A South African imam who devoted his life to promoting gay rights and tolerance for L.G.B.T.Q. Muslims was shot and killed in the coastal city of Gqeberha on Saturday, the police said.
Muhsin Hendricks was credited by some as being the world’s first openly gay imam. In 2018, he founded the Al-Ghurbaah Foundation, a nonprofit that provided support services for Muslims discriminated against for their sexual orientation.
The organization worked to help Muslims around the world reconcile their faith with their sexual orientation and gender identity.
A statement from the South Africa Human Rights Commission condemned the killing. It cited footage circulated on social media in which a hooded man emerged from a pickup truck and fired shots through the windows of a car in a residential area before speeding away. The video has not been verified by The New York Times.
South Africa’s deputy justice minister, Andries Nel, said it was too early to say whether the shooting was a hate crime, but he said that the police were “hot on the heels of the suspects.”
Mr. Hendricks faced fierce criticism in the country, not least on social media.
In an interview on Monday with Newzroom Afrika, a South African digital channel, Mr. Nel said that though there are debates among Muslims in South Africa about gay rights, those debates acknowledge the primacy of the country’s constitutional protections.

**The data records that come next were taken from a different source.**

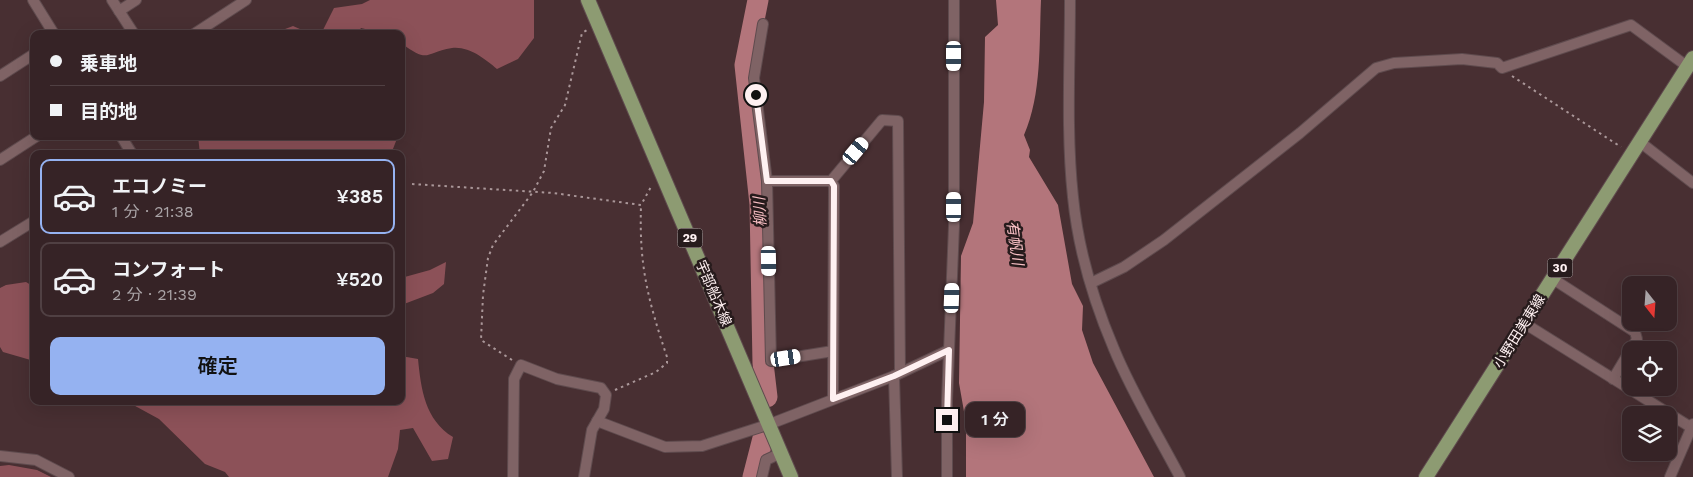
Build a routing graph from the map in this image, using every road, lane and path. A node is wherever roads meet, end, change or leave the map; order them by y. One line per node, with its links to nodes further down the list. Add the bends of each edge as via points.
1 (33, 0): 11 (street)
2 (112, 0): 8 (street)
3 (136, 0): 8 (street)
4 (246, 0): 13 (street)
5 (588, 0): 9 (main road, 宇部船木線 / 29)
6 (954, 0): 34 (street, via 954,226)
7 (1070, 0): 32 (street, via 1073,197)
8 (119, 11): 12 (street)
9 (598, 23): 22 (main road, 宇部船木線 / 29); 27 (path, via 582,33 572,83 551,128 544,171)
10 (763, 24): 23 (street, via 754,78)
11 (52, 30)
12 (131, 30)
13 (200, 30)
14 (30, 57): 17 (street)
15 (1690, 62): 16 (street, via 1631,25); 19 (main road, 小野田美東線 / 30)
16 (1502, 68): 20 (path); 32 (street, via 1497,63 1462,59 1394,63 1376,68 1164,240)
17 (0, 76)
18 (31, 140): 21 (street)
19 (1640, 142): 20 (main road, 小野田美東線 / 30); 25 (street)
20 (1632, 154): 31 (main road, 小野田美東線 / 30)
21 (0, 160)
22 (660, 170): 28 (path); 42 (main road, 宇部船木線 / 29)
23 (767, 181): 24 (street); 35 (street, via 771,361)
24 (831, 181): 35 (street, via 834,186); 37 (street, via 882,120 898,121)
25 (1693, 183)
26 (412, 184): 27 (path)
27 (532, 192): 28 (path); 36 (path, via 493,245 483,295 481,340)
28 (641, 204): 39 (path, via 643,272 667,363 656,372)
29 (30, 223): 30 (street)
30 (0, 242)
31 (1553, 279): 33 (main road, 小野田美東線 / 30); 38 (street, via 1635,332 1637,339)
32 (1091, 284): 53 (street, via 1114,350)
33 (1524, 323): 38 (street); 54 (main road, 小野田美東線 / 30)
34 (949, 350): 37 (street); 52 (street)
35 (833, 351): 40 (street)
36 (521, 365): 39 (street, via 557,379 601,388); 47 (street, via 514,379)
37 (897, 374): 40 (street); 51 (street)
38 (1613, 379): 43 (street)
39 (606, 395): 41 (street, via 604,409)
40 (833, 399): 42 (street)
41 (597, 421): 42 (street, via 665,447 685,448 702,446); 48 (street, via 587,450)
42 (770, 424): 44 (main road, 宇部船木線 / 29)
43 (1692, 426): 55 (street)
44 (782, 453): 49 (street, via 766,460); 50 (main road, 宇部船木線 / 29)
45 (0, 456): 46 (street, via 36,460)
46 (69, 477)
47 (513, 477)
48 (584, 477)
49 (762, 477)
50 (791, 477)
51 (897, 477)
52 (946, 477)
53 (1180, 477)
54 (1426, 477)
55 (1670, 477)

“They have been unambiguous in reaffirming the values of our Constitution, the values of tolerance of plurality and of human respect,” he said.
Mr. Hendricks was a prominent supporter of gay people in South Africa, which in 1998 became the first country in Africa to decriminalize homosexuality, when the Johannesburg High Court ruled that existing sodomy laws violated the post-apartheid Constitution.
A survey in 2021 by the research network Afrobarometer rated South Africa as the second-most tolerant country on the continent when it came to same-sex relationships, after the island nation of Cabo Verde.
The International Lesbian, Gay, Bisexual, Trans and Intersex Association said that it was “deeply shocked” by the killing. Mr. Hendricks had mentored people in South Africa and around the world as they attempted to reconcile their faith and lives and was a “testament to the healing that solidarity across communities can bring,” Julia Ehrt, the group’s executive director, said in a statement.
South Africa is seen as an outlier on the continent for its approach to gay rights. More than 30 of Africa’s 54 countries criminalize same-sex couples, and in recent years at least six countries, including Ghana and Uganda, have taken steps toward harsher anti-gay laws.